Ora as várias Leis de Orçamento de Estado respeitantes aos anos de 2012 a 2016 o que impediam era que a avaliação obtida pudesse dar origem a qualquer progressão, promoção na carreira ou aumento de escalão remuneratório, por imposição do art. 20, nº1 da Lei nº 64-b/2011, de 30.12, lei que aprovou o OE para 2012, art. 35, nºs 1 e 2 al. a) da Lei nº 66-b/2012, de 31.12, lei que aprovou o OE para 2013, art. 39, nºs 1 e 2, al. a) da Lei nº 83-C/2013, de 31.12, lei que aprovou o OE para 2014, art. 38, nºs 1 e 2, al. a) da Lei nº 82-B/2014, de 31.12, lei que aprovou o OE para 2015 e art. 18, nº1 da Lei nº 7-A/2016, de 30.2, lei que aprovou o OE para 2016.
De modo algum impediam que a Ré realizasse, como era sua obrigação, no prazo previsto no art. 9º do Regulamento, a avaliação anual dos seus trabalhadores nos anos de 2012 a 2016.

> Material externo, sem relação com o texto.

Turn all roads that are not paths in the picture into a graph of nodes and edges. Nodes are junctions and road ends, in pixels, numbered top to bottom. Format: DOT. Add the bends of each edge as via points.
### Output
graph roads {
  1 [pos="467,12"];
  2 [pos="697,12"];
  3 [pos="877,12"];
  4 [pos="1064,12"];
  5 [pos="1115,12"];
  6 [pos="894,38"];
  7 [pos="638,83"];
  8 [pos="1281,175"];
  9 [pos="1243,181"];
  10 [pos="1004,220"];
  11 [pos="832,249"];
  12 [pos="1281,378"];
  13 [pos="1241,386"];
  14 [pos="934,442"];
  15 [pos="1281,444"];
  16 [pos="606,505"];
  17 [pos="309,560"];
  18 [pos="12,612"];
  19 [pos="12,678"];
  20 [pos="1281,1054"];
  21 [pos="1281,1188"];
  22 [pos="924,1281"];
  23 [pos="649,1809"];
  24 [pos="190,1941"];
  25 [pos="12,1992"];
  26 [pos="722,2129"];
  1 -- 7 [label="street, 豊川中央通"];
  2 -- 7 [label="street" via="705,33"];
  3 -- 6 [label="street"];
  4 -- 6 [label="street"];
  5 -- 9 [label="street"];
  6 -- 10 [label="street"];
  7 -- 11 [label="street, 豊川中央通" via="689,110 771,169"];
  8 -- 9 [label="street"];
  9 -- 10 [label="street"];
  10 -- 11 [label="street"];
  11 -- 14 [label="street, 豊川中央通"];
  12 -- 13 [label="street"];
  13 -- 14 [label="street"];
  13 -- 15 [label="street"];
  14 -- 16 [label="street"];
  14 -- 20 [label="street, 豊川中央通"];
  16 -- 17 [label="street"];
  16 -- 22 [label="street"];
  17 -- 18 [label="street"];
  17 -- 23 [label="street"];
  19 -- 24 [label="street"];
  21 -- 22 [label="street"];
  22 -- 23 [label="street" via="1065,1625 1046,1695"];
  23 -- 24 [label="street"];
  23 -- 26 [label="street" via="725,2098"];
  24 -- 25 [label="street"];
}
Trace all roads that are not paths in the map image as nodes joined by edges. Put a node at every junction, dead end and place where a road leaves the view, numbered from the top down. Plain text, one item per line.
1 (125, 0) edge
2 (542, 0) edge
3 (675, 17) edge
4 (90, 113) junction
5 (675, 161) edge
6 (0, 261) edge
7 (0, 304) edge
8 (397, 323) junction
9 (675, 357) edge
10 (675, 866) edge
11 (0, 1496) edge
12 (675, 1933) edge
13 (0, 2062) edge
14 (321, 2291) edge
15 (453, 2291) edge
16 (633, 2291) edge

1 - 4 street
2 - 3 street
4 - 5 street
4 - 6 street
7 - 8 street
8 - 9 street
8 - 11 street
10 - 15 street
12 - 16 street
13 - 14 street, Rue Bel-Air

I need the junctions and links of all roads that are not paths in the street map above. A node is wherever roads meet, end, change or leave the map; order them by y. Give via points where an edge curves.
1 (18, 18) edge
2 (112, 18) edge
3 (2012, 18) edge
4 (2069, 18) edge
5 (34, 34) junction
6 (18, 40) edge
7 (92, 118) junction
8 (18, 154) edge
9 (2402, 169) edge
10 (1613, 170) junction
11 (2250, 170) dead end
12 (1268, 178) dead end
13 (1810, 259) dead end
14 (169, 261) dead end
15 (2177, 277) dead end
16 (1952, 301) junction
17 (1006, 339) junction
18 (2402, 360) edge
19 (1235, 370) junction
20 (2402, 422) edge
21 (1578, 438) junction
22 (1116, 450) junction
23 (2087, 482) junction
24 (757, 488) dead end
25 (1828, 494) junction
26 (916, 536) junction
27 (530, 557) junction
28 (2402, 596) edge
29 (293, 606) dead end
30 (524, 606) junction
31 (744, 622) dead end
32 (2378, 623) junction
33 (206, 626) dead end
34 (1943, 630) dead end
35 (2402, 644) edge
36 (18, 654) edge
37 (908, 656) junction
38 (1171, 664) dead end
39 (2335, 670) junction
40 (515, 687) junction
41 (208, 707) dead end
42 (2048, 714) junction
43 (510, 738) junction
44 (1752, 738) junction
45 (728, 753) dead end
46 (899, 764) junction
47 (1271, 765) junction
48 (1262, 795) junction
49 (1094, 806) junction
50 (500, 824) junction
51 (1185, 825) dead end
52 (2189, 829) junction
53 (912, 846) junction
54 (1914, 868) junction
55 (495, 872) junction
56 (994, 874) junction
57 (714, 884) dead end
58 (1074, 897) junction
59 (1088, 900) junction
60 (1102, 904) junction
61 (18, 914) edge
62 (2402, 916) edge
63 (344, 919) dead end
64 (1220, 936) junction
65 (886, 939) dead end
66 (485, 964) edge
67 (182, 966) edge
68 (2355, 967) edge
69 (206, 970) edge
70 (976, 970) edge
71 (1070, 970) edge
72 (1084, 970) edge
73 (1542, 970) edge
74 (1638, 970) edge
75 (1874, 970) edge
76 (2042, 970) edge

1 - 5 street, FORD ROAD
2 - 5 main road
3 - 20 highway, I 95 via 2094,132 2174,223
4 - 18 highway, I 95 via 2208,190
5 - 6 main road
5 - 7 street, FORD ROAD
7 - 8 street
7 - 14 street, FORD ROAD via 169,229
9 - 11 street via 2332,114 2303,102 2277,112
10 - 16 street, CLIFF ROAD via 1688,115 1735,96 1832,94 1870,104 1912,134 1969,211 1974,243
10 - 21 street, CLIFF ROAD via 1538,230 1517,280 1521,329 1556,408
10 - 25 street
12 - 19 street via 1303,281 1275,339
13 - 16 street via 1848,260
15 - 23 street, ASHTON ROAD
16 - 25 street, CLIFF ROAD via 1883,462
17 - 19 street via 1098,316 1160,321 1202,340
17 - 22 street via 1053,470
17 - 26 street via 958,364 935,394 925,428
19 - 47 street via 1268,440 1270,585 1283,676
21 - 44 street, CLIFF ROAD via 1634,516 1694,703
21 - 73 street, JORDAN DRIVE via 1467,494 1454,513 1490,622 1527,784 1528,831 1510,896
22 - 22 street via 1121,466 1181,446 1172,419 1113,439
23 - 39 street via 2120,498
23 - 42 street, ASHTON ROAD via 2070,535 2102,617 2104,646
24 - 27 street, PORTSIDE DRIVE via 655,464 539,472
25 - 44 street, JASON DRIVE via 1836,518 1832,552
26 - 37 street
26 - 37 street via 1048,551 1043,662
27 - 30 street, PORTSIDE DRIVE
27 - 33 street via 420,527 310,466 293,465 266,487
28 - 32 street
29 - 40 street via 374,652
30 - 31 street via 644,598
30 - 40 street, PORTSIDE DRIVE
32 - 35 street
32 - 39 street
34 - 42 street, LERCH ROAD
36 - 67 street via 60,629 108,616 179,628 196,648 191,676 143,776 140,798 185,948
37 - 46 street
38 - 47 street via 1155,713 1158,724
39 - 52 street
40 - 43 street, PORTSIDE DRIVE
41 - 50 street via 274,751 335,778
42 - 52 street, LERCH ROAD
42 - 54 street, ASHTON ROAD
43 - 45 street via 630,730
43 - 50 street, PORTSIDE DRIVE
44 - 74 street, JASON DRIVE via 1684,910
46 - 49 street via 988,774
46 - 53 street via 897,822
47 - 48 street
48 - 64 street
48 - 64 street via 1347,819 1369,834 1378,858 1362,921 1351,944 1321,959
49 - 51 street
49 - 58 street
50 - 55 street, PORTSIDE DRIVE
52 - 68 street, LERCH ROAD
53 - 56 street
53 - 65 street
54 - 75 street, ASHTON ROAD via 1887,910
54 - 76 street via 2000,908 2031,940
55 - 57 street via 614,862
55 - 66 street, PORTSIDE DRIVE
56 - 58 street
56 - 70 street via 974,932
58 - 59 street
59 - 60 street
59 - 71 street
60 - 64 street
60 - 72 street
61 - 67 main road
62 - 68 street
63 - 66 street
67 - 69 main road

É que a avaliação de desempenho tem objectivos que vão para além das repercussões que esta possa vir a ter em termos de progressão, promoção na carreira ou aumento de escalão remuneratório, como decorre do art. 1º desse Regulamento.
Assim, para além de valorar o modo como a atitude profissional de cada trabalhador se adequa ao seu posto de trabalho, a avaliação visa ainda possibilitar, segundo o nº2 do art. 1º:
- o conhecimento integral das capacidades profissionais dos trabalhadores como base de informação para a gestão de recursos humanos mais adequada às necessidades da empresa e dos seus trabalhadores;
- a determinação de critérios uniformes e precisos, para a evolução profissional, à luz dos mecanismos instituídos no Regulamento das Carreiras Profissionais;
- a melhoria da comunicação no seio da empresa;
- orientar o desenvolvimento de capacidades através do estabelecimento de planos de formação mais adequados;
- contribuir para um ambiente de trabalho mais favorável.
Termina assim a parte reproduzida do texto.